Items from a data source
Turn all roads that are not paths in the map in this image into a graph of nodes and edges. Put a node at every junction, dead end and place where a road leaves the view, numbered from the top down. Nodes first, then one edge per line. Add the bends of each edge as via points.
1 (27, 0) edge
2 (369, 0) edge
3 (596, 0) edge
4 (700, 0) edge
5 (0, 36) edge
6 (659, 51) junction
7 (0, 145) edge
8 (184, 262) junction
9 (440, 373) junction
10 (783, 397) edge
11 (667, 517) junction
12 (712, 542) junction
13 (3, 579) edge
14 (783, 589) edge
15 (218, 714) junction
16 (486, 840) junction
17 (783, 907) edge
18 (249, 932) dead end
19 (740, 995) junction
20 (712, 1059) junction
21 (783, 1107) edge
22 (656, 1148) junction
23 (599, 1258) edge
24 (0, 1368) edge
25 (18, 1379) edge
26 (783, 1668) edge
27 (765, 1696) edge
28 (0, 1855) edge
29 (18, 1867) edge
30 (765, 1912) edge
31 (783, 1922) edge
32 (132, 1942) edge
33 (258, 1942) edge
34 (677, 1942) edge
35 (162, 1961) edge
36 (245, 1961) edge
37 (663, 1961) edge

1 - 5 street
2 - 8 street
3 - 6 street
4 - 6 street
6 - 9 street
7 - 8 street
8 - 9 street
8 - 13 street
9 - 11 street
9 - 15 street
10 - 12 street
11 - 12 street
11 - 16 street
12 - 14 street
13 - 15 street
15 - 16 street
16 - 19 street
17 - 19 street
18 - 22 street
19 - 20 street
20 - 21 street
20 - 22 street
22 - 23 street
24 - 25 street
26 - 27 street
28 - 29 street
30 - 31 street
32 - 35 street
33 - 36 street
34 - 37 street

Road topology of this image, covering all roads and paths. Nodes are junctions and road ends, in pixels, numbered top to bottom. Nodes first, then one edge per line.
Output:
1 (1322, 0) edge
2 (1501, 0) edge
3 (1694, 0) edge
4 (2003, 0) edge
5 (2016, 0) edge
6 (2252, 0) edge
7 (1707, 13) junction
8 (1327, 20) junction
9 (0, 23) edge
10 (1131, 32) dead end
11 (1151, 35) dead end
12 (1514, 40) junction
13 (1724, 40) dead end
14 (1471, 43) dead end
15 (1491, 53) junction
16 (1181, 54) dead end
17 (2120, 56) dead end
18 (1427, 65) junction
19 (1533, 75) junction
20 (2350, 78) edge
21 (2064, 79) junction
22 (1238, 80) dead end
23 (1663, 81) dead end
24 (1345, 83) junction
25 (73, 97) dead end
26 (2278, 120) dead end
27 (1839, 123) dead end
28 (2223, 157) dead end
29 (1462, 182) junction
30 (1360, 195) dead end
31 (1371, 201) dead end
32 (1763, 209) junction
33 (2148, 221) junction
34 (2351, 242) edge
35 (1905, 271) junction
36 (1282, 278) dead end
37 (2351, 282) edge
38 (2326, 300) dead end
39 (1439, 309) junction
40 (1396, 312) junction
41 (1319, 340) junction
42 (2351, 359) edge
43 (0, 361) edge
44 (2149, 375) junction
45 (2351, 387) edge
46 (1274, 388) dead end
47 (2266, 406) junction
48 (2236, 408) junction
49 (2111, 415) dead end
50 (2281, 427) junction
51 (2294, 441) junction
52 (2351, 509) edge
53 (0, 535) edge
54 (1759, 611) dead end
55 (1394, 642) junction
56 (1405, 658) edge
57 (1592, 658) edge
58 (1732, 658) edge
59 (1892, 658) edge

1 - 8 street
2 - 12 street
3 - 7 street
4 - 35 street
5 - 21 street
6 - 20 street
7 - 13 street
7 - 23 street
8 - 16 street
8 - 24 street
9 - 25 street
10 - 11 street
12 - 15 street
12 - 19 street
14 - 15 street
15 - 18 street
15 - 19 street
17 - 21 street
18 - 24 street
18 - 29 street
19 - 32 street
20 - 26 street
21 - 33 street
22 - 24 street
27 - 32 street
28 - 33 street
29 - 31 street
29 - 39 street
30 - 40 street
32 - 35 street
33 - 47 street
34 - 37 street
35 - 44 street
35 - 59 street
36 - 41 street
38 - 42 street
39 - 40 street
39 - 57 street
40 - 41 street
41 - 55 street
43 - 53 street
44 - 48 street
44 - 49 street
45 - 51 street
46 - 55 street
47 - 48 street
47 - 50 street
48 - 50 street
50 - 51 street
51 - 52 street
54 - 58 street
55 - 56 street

## PROMPT
A single number is the whole answer: report how many lines in the data above include the word "then".

## OUTPUT FOR THIS EXERCISE
2